:: Information supplied

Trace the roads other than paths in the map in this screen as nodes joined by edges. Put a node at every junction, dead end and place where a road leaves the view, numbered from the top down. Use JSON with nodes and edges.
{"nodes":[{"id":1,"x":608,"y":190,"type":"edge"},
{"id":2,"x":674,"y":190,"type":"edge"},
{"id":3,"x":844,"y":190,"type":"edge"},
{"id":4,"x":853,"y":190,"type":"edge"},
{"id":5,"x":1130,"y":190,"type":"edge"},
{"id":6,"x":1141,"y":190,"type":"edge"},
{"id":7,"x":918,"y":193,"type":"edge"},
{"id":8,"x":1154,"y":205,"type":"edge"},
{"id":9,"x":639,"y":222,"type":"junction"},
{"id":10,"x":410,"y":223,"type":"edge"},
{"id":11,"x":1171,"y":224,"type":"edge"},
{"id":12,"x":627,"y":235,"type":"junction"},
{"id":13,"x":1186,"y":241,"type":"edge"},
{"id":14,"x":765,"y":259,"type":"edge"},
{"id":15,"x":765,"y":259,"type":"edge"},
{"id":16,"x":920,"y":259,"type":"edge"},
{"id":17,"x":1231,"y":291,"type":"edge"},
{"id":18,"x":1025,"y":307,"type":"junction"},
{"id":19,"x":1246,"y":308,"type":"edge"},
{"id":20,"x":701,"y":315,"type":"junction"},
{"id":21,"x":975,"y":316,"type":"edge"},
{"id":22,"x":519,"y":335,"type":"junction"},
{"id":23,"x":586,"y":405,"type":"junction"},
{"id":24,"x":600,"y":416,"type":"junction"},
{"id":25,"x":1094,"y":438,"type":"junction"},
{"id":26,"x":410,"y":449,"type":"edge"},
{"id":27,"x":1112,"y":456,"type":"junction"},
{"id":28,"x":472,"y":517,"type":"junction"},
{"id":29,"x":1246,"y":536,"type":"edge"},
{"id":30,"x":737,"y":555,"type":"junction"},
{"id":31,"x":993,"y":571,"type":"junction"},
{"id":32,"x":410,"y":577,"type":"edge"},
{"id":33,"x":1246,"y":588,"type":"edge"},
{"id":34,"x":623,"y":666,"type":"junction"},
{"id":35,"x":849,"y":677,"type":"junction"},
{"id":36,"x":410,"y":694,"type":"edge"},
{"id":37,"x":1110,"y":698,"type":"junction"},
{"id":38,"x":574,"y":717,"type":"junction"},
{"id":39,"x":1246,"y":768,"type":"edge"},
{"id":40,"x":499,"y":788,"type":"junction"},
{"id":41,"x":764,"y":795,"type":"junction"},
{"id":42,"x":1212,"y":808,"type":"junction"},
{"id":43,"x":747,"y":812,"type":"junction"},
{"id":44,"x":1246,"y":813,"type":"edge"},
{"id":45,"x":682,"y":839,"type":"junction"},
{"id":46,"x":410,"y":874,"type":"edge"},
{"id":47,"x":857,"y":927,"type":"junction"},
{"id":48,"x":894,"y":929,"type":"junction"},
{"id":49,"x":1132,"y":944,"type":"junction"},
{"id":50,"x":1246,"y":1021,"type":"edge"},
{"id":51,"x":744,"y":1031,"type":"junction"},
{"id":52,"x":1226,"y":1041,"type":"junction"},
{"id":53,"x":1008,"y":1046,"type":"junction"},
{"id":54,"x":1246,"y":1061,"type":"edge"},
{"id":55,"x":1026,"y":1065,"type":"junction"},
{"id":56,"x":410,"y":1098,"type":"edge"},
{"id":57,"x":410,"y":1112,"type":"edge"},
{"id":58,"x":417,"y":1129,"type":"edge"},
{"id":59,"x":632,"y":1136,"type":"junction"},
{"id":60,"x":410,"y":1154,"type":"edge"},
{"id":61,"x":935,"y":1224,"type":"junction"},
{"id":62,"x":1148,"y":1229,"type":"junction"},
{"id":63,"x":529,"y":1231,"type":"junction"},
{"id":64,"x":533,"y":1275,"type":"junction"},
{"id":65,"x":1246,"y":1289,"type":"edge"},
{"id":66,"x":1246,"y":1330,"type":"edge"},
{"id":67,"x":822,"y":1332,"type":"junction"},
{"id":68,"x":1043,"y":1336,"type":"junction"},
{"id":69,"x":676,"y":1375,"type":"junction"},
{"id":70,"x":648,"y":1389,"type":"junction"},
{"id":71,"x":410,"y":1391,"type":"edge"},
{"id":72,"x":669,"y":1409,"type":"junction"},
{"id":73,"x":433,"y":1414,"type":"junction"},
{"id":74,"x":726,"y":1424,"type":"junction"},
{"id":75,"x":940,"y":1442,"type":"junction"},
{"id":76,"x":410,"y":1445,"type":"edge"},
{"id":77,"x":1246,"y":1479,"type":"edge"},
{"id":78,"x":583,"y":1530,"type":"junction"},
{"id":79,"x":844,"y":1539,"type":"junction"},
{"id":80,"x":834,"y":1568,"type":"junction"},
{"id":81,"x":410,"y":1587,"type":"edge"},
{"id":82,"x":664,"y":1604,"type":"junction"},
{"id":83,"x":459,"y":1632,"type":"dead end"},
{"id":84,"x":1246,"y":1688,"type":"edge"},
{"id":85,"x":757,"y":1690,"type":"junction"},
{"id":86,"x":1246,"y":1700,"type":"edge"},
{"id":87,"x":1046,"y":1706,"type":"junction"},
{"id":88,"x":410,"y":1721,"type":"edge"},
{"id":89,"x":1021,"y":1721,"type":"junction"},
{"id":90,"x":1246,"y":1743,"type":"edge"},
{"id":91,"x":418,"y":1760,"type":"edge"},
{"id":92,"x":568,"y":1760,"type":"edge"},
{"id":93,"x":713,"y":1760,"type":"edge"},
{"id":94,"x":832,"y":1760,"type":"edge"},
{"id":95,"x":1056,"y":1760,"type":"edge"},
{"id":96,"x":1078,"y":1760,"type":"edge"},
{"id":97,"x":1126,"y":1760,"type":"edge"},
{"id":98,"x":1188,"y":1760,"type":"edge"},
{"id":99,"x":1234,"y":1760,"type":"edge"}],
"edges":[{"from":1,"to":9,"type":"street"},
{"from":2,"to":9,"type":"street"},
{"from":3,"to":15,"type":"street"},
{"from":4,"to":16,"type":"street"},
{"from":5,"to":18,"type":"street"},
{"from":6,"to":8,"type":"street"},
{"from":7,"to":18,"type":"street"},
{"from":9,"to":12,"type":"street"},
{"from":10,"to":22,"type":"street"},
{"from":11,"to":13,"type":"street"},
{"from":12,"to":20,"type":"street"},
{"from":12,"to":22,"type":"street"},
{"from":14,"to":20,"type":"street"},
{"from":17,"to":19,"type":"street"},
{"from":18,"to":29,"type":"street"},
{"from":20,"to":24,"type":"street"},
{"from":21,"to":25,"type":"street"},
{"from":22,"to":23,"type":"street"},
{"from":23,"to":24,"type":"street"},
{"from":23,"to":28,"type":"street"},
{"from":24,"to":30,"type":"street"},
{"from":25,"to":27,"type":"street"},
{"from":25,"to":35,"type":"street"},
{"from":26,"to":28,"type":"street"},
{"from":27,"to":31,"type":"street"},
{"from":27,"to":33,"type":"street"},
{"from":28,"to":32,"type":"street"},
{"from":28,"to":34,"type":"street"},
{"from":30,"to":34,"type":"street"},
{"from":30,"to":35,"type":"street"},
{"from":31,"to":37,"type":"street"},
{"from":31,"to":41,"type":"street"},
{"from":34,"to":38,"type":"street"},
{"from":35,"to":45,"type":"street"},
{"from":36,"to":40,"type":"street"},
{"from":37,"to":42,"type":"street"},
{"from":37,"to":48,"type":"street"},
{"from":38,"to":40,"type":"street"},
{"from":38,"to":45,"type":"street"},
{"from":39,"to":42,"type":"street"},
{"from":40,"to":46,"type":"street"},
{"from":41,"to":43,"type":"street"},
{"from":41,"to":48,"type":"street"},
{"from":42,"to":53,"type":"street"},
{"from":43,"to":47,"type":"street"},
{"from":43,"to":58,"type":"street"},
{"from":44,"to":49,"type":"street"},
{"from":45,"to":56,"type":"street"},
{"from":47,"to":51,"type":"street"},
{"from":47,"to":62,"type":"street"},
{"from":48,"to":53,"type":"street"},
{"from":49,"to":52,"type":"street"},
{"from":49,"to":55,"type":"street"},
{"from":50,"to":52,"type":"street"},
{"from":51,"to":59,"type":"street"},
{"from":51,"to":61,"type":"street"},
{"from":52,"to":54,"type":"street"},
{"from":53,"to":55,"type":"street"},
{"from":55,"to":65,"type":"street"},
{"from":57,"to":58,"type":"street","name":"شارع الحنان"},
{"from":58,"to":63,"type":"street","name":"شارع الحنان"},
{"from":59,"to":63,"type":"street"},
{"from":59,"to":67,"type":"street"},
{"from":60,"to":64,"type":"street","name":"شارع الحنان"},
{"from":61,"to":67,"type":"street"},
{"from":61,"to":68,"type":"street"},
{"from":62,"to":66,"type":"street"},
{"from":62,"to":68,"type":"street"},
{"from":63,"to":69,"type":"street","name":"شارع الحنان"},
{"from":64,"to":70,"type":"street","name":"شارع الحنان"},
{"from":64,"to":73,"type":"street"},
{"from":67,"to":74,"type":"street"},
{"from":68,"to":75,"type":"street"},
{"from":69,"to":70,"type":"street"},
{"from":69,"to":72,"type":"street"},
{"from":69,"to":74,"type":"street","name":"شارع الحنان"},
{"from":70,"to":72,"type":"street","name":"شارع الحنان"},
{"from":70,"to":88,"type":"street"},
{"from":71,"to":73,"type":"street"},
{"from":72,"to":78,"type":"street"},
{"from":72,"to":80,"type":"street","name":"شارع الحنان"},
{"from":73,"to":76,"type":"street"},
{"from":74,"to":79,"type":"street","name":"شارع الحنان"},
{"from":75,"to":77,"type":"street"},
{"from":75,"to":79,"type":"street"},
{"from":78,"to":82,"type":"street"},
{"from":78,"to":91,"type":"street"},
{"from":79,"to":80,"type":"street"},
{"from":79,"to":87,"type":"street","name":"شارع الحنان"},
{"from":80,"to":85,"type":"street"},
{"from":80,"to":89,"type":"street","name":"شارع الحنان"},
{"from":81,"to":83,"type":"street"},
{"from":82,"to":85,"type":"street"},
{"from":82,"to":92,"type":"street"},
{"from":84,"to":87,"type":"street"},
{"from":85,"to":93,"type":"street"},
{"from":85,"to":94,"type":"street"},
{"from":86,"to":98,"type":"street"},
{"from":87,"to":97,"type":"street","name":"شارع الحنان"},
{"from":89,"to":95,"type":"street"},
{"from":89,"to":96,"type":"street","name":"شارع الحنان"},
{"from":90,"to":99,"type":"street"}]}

::::

About this task: Copy out each line of the records where the word "edges" appears.

Solution:
Trace the roads other than paths in the map in this screen as nodes joined by edges. Put a node at every junction, dead end and place where a road leaves the view, numbered from the top down. Use JSON with nodes and edges.
"edges":[{"from":1,"to":9,"type":"street"},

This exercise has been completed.